Contact any financial institution and business listed on your child’s credit report and explain the account was opened because of theft and request it be closed. You may need to produce documentation from the credit bureaus and law enforcement.
Keep a detailed list of any phone calls made and/or documents received as you may need to produce them later.
Other Tips
Your Social Security Number (SSN) should be closely guarded –it doesn’t change which makes it the ultimate prize for an identity thief. If your credit union uses your whole or part of your SSN to identify you, ask if they can use something else like an account password or recent transaction.
Keep in mind, you may have to share your SSN if you’re opening a new account, or applying for a loan or credit card; but you should only share that information when you’re certain it will not be overheard or used without your consent.
Most reputable organizations will never email you asking for your address, phone number, national ID number, or other personal data.
Always hover over links with your mouse pointer to display the full URL. If it leads somewhere that doesn’t logically belong within the context of the email, or generally looks nonsensical, don’t click!
Phishing emails often feature threatening language, such as “Payment overdue!” or “Your account has been compromised!”, in order to generate a response from their targets.
Unlike legitimate entities that will address you by your full name or username, phishing emails usually opt for generic greetings, such as Dear Customer or Dear Sir/Madam.
Similar to unrealistic threats, emails that urge you to click on a link or download an attachment or update your account immediately are likely scams.

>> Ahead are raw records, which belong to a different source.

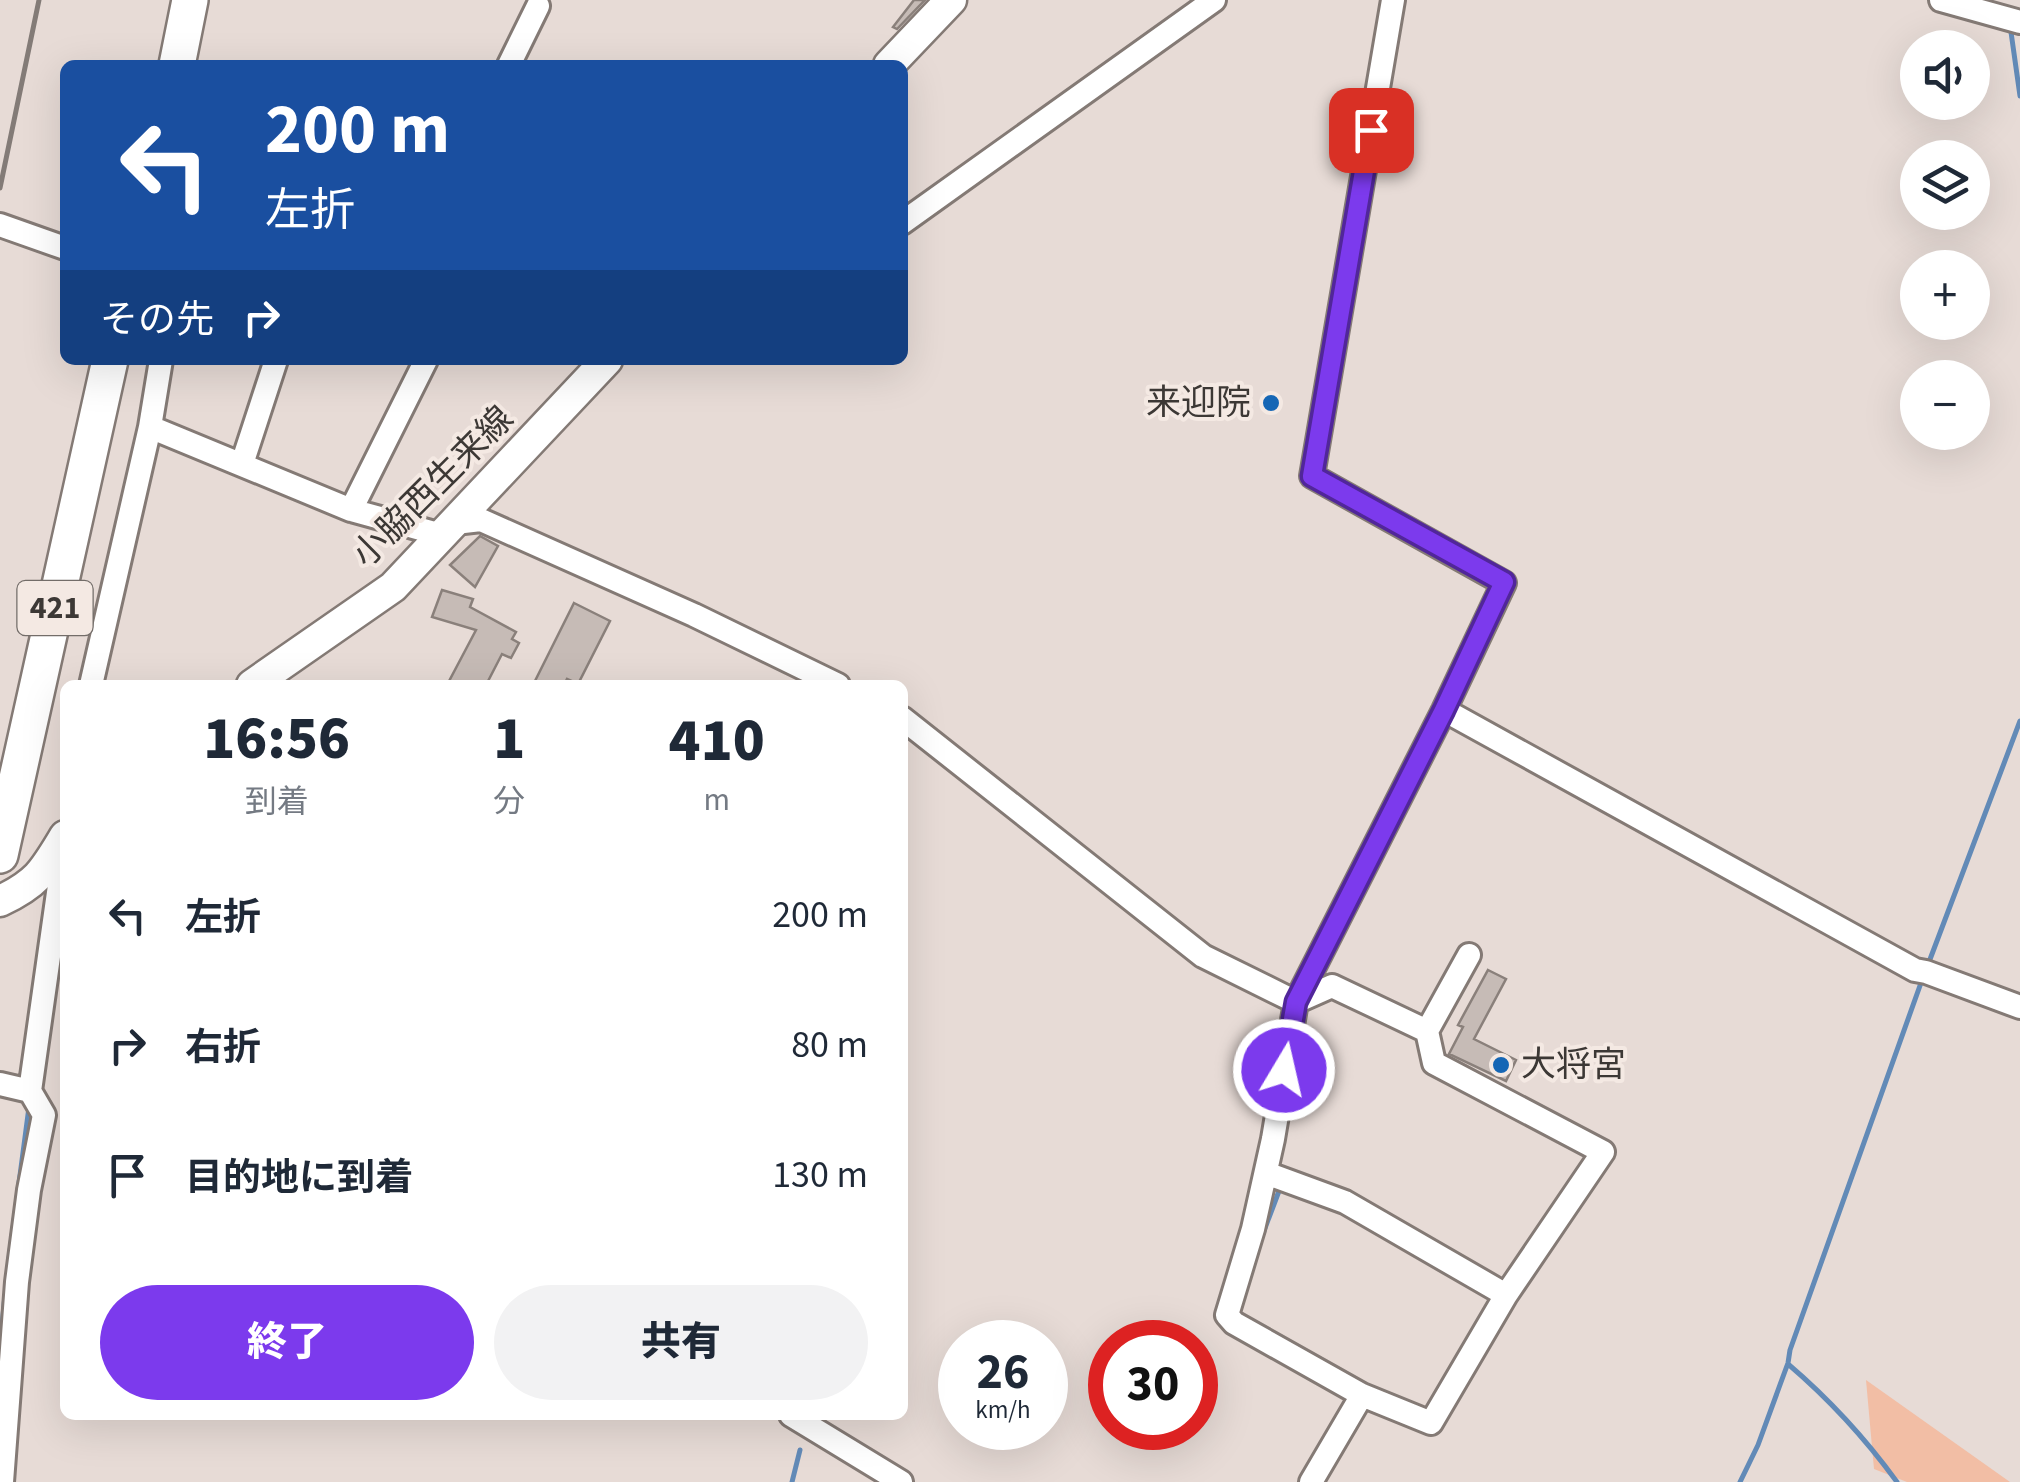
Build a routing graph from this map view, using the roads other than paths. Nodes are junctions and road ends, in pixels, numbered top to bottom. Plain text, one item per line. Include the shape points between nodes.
1 (190, 0) edge
2 (951, 0) edge
3 (1214, 0) edge
4 (1393, 0) edge
5 (1940, 0) edge
6 (2017, 0) edge
7 (538, 6) dead end
8 (2020, 9) edge
9 (2020, 22) edge
10 (177, 60) edge
11 (511, 60) edge
12 (894, 60) edge
13 (908, 219) edge
14 (0, 225) edge
15 (60, 246) edge
16 (109, 365) edge
17 (160, 365) edge
18 (274, 365) edge
19 (423, 365) edge
20 (602, 365) edge
21 (150, 427) junction
22 (242, 464) junction
23 (350, 510) junction
24 (448, 529) junction
25 (92, 680) edge
26 (259, 680) edge
27 (828, 680) edge
28 (1444, 710) junction
29 (908, 723) edge
30 (60, 847) edge
31 (0, 856) edge
32 (60, 876) edge
33 (0, 902) edge
34 (1468, 955) dead end
35 (1296, 1002) junction
36 (2020, 1007) edge
37 (1428, 1030) junction
38 (0, 1084) edge
39 (30, 1091) junction
40 (55, 1118) edge
41 (1266, 1173) junction
42 (1506, 1295) junction
43 (1362, 1395) junction
44 (799, 1420) edge
45 (2, 1482) edge
46 (902, 1482) edge
47 (1311, 1482) edge

1 - 10 highway
2 - 12 main road
3 - 13 street
4 - 28 street via 1312,476 1504,582
5 - 9 street
6 - 8 street
7 - 11 street
14 - 15 street
16 - 31 highway, 421
17 - 21 street
18 - 22 street
19 - 23 street
20 - 24 main road, 小脇西生来線
21 - 22 street
21 - 25 street
22 - 23 street
23 - 24 street
24 - 26 main road, 小脇西生来線 via 393,587
24 - 27 street via 481,520
28 - 35 street
28 - 36 street via 1915,970
29 - 35 street via 1204,956
30 - 33 main road via 40,877
32 - 39 street
34 - 37 street
35 - 37 street via 1332,986
35 - 41 street
37 - 42 street via 1434,1063 1603,1152
38 - 39 street
39 - 40 street
40 - 45 street via 29,1190
41 - 42 street via 1345,1202
41 - 43 street via 1227,1315
42 - 43 street via 1431,1423
43 - 47 street
44 - 46 street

Whether it be overdue taxes or an upfront payment to cover expenses, any email that asks for money should immediately raise your suspicions.
The old saying remains true to this day: if it’s too good to be true, it’s likely untrue. Keep that in mind any time you get an email claiming you won the lottery or are due a large family inheritance.

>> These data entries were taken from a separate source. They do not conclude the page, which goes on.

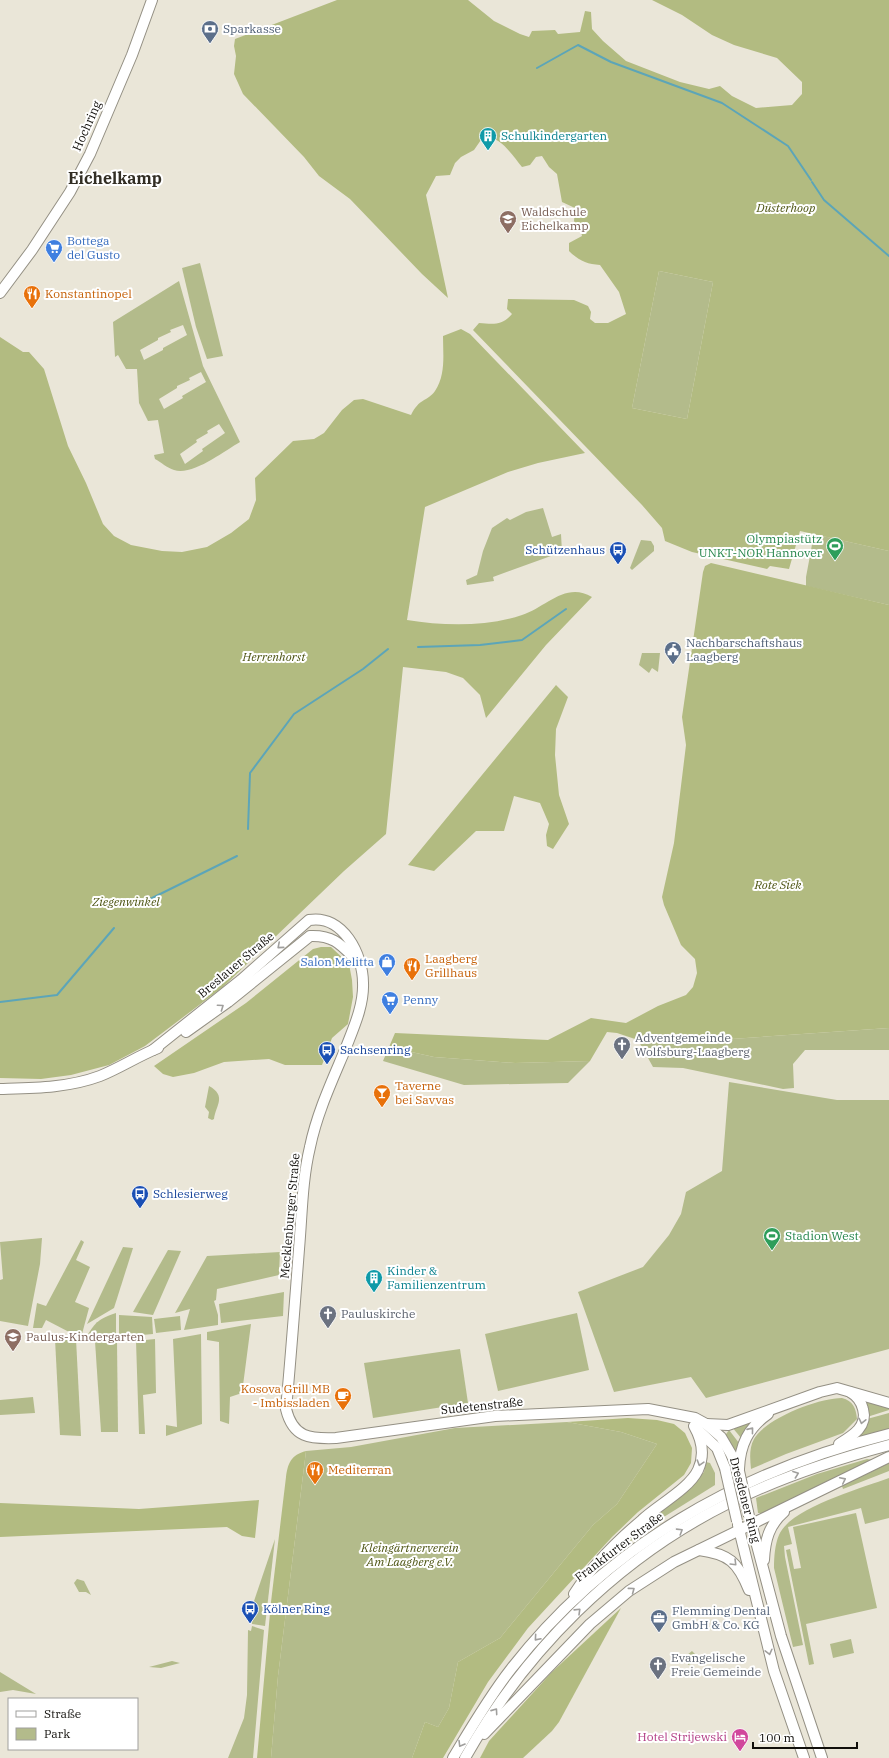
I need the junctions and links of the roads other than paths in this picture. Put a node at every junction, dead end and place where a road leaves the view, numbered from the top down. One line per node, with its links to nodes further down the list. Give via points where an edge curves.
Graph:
1 (152, 0): 2 (street, Hochring, via 90,154 32,250)
2 (0, 293)
3 (340, 929): 4 (street, Mecklenburger Straße, via 352,942); 5 (street, Breslauer Straße, one-way to 5, via 327,921 309,920 241,980)
4 (360, 964): 5 (street, Breslauer Straße, one-way to 4, via 167,1044 228,1002 310,936 337,941); 14 (street, Mecklenburger Straße, via 363,983 358,1013 316,1124 306,1166 286,1409 289,1421)
5 (153, 1050): 6 (street, Breslauer Straße, via 126,1065 77,1082)
6 (0, 1089)
7 (846, 1390): 8 (street); 9 (street, via 825,1390); 19 (street, one-way to 19, via 860,1402 864,1411 863,1424 854,1435)
8 (889, 1403)
9 (775, 1409): 12 (street); 21 (street, one-way to 9, via 743,1443 751,1429)
10 (673, 1414): 11 (street, Dresdener Ring, via 695,1418); 13 (street, Dresdener Ring); 14 (street, Sudetenstraße, via 648,1409 510,1415 336,1438 316,1438)
11 (706, 1424): 12 (street); 16 (street, Dresdener Ring)
12 (728, 1425): 16 (street)
13 (694, 1426): 18 (street, Dresdener Ring); 27 (street, one-way to 27, via 700,1436 703,1453 694,1477 642,1520 601,1560 583,1579)
14 (296, 1431)
15 (889, 1434): 19 (street, Frankfurter Straße)
16 (720, 1437): 18 (street); 21 (street, Dresdener Ring)
17 (889, 1445): 29 (street, Frankfurter Straße, one-way to 17, via 518,1678 549,1641 597,1593 652,1549 726,1504 822,1465)
18 (717, 1448): 24 (street, Dresdener Ring, bridge, via 725,1468)
19 (825, 1452): 27 (street, Frankfurter Straße, via 746,1483 685,1515 646,1540)
20 (889, 1458): 22 (street, one-way to 20)
21 (738, 1465): 23 (street, Dresdener Ring, bridge)
22 (794, 1504): 23 (street); 26 (street, via 780,1516 768,1533)
23 (751, 1520): 24 (street); 26 (street, Dresdener Ring)
24 (739, 1526): 25 (street); 28 (street, Dresdener Ring)
25 (699, 1550): 28 (street, one-way to 28, via 725,1556 739,1568); 29 (street, one-way to 25, via 590,1624 650,1576)
26 (763, 1570): 32 (street, Dresdener Ring, via 781,1636)
27 (565, 1608): 30 (street, Frankfurter Straße, one-way to 30, via 510,1670)
28 (760, 1614): 31 (street, Dresdener Ring, one-way to 31, via 774,1671)
29 (466, 1757)
30 (452, 1758)
31 (804, 1758)
32 (822, 1758)

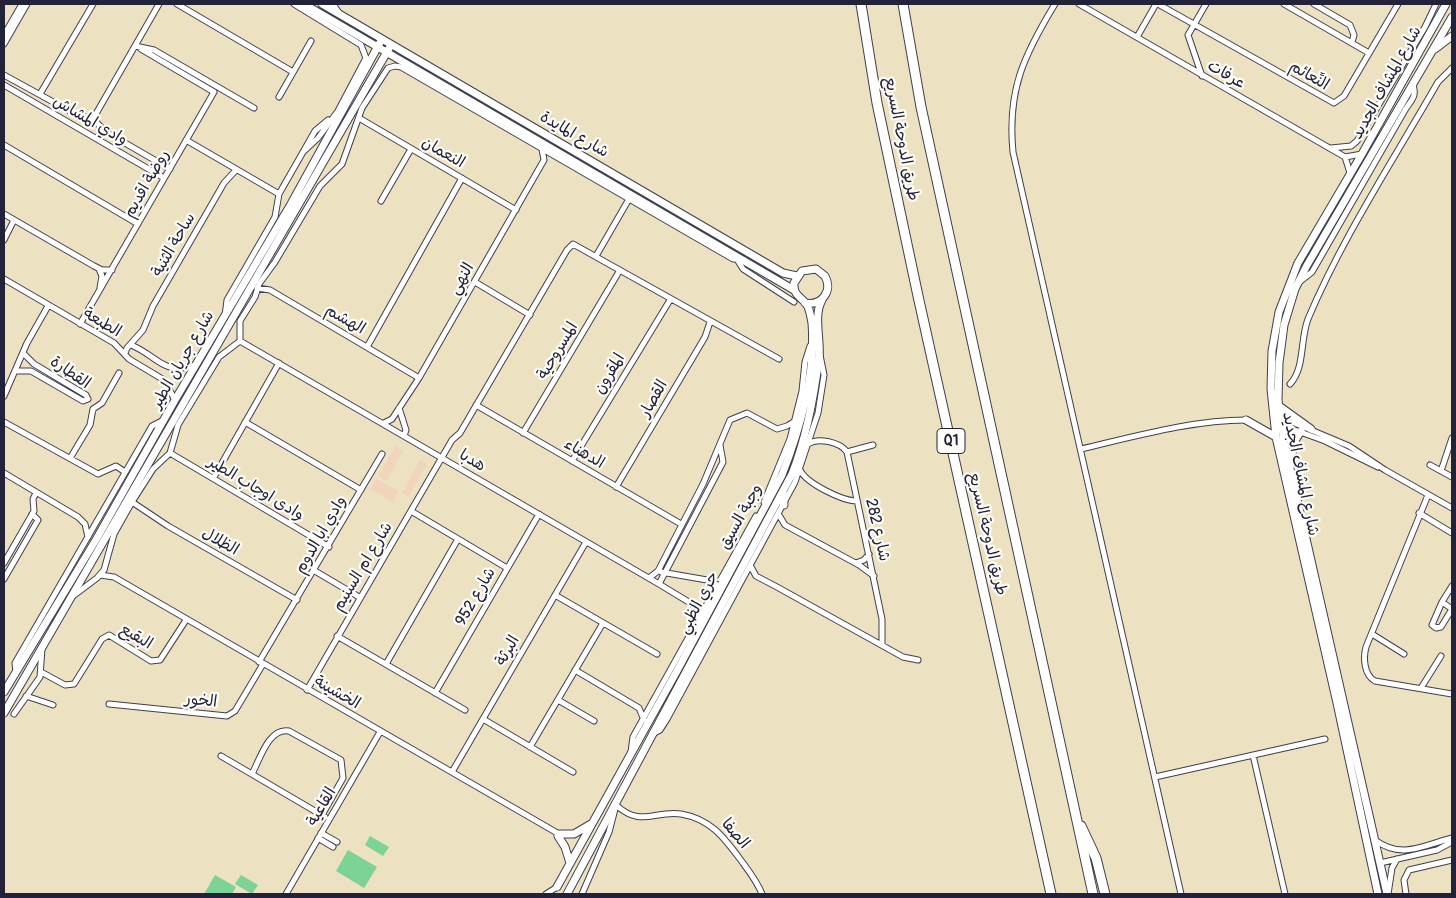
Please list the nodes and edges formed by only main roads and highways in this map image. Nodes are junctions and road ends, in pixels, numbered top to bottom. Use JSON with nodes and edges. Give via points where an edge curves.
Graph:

Most generic phishing attempts contain spelling and grammar errors or feature awkward wording/phrasing.
Attachments aren’t always malicious, but use extreme caution whenever you receive them unexpectedly.
In almost every case, government agencies don’t use email to communicate anything of consequence. The IRS, for example, will never email you about your taxes or payments.
*This resource is for informational purposes only. It does not constitute legal advice.